▶ _Provided material_:
######

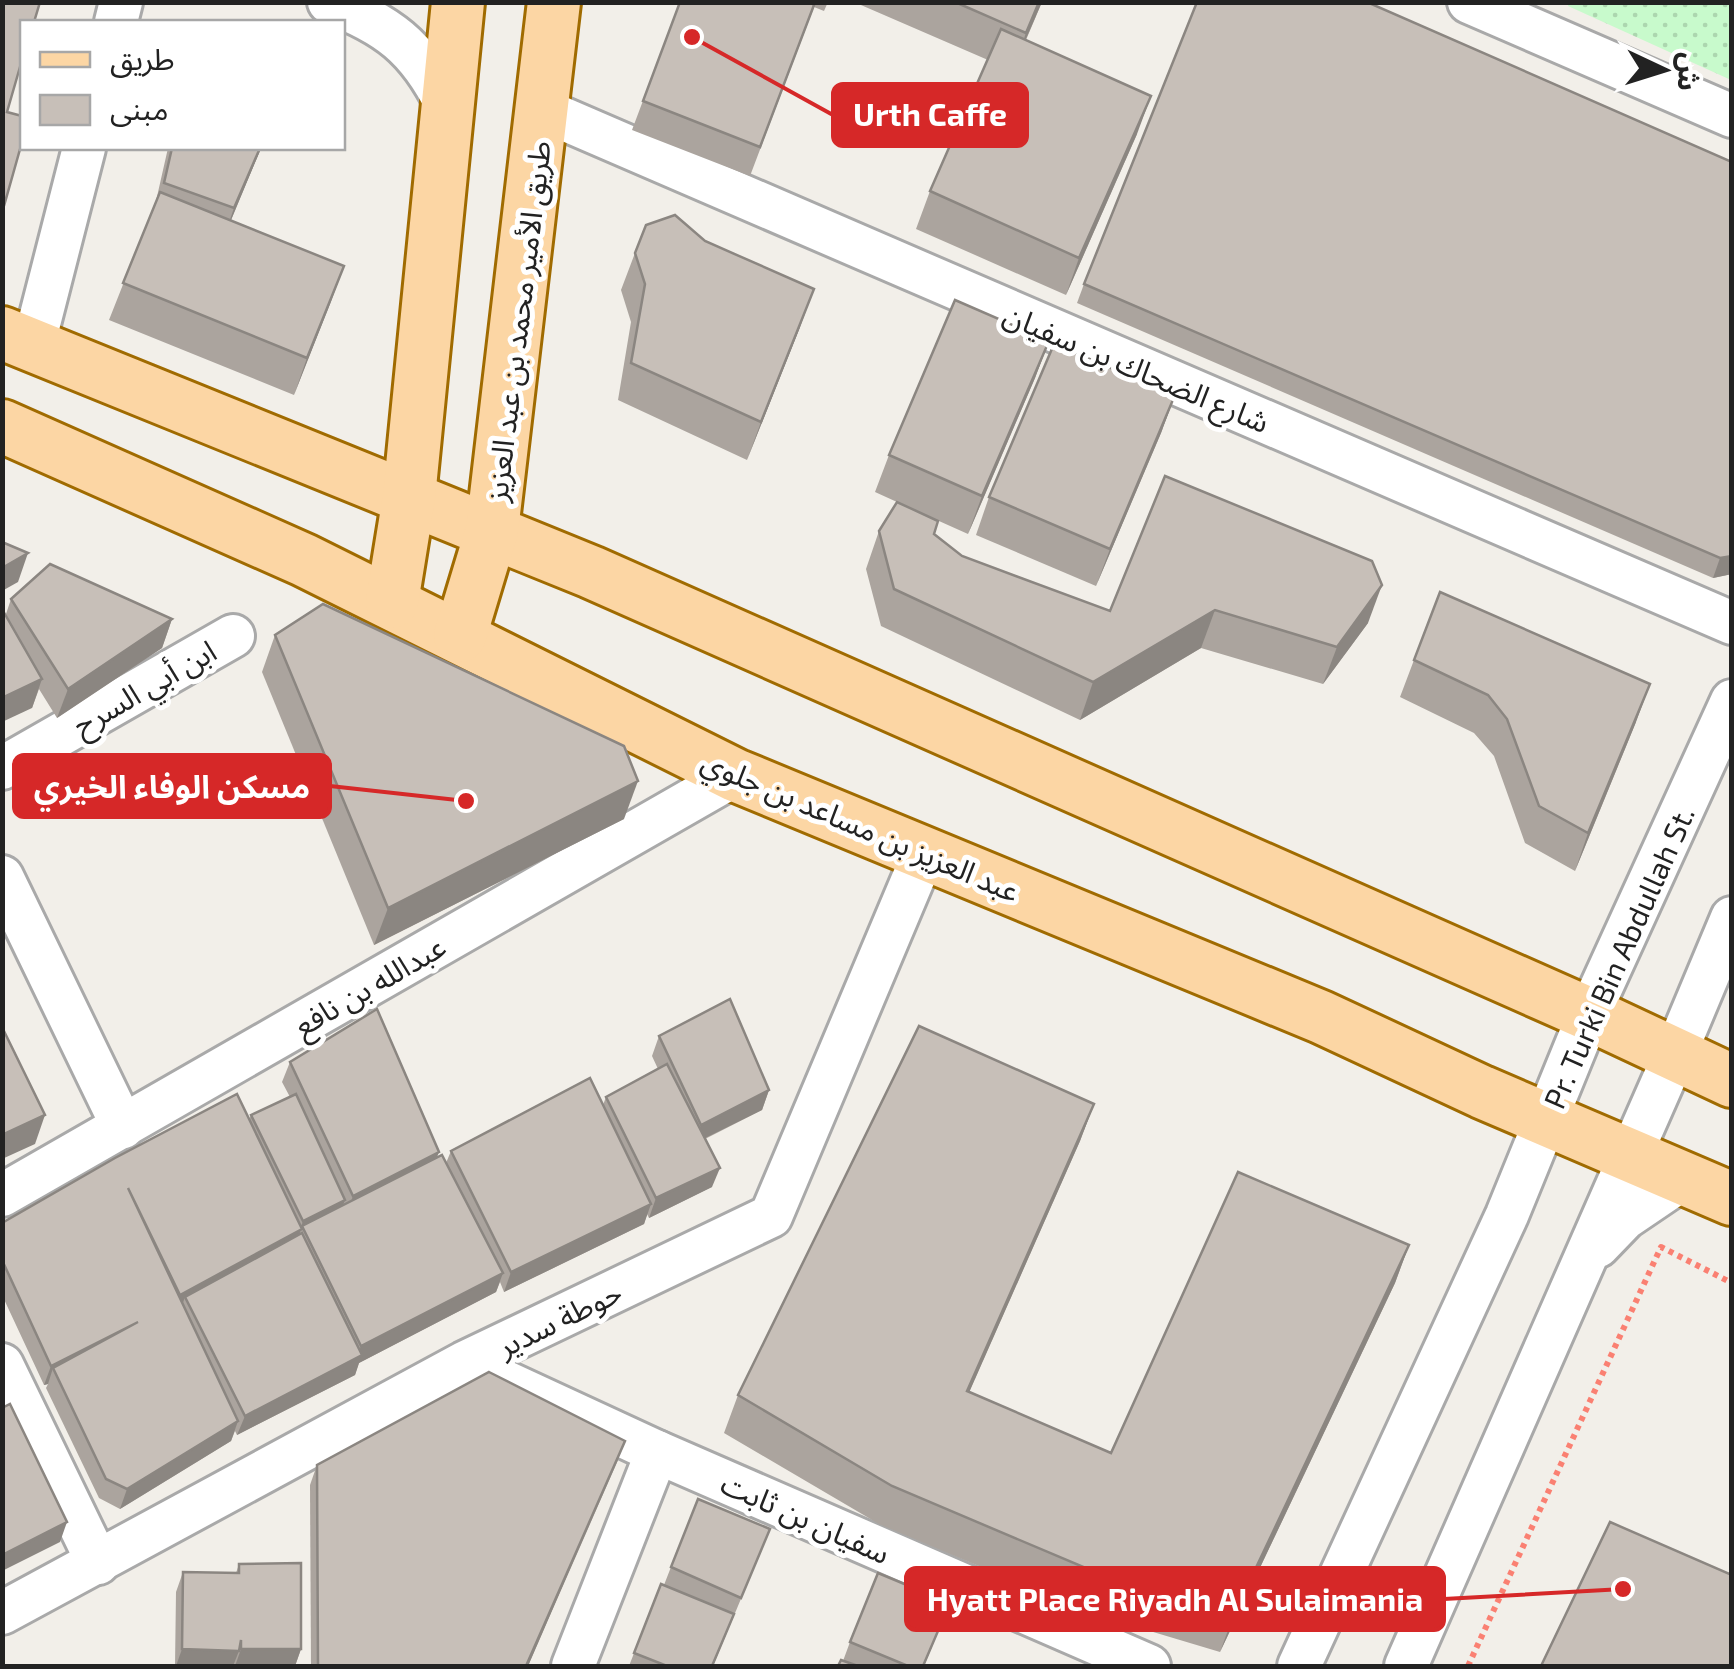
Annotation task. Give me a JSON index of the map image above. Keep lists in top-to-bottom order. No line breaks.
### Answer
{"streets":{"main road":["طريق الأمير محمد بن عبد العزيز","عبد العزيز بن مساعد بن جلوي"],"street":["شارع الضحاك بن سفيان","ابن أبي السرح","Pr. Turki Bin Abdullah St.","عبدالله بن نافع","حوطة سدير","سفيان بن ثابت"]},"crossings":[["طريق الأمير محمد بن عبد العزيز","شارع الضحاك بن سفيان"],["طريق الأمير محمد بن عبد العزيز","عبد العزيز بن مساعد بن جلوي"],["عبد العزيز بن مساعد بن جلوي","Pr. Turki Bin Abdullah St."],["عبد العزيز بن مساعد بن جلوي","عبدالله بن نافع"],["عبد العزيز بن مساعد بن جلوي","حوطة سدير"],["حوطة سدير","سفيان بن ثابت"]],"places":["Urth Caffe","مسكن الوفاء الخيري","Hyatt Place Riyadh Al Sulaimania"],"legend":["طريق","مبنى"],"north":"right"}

######

▶ _Work to be completed_: Copy out the whole listing exactly. Skip its pictures.

▶ _Your response_:
Annotation task. Give me a JSON index of the map image above. Keep lists in top-to-bottom order. No line breaks.
### Answer
{"streets":{"main road":["طريق الأمير محمد بن عبد العزيز","عبد العزيز بن مساعد بن جلوي"],"street":["شارع الضحاك بن سفيان","ابن أبي السرح","Pr. Turki Bin Abdullah St.","عبدالله بن نافع","حوطة سدير","سفيان بن ثابت"]},"crossings":[["طريق الأمير محمد بن عبد العزيز","شارع الضحاك بن سفيان"],["طريق الأمير محمد بن عبد العزيز","عبد العزيز بن مساعد بن جلوي"],["عبد العزيز بن مساعد بن جلوي","Pr. Turki Bin Abdullah St."],["عبد العزيز بن مساعد بن جلوي","عبدالله بن نافع"],["عبد العزيز بن مساعد بن جلوي","حوطة سدير"],["حوطة سدير","سفيان بن ثابت"]],"places":["Urth Caffe","مسكن الوفاء الخيري","Hyatt Place Riyadh Al Sulaimania"],"legend":["طريق","مبنى"],"north":"right"}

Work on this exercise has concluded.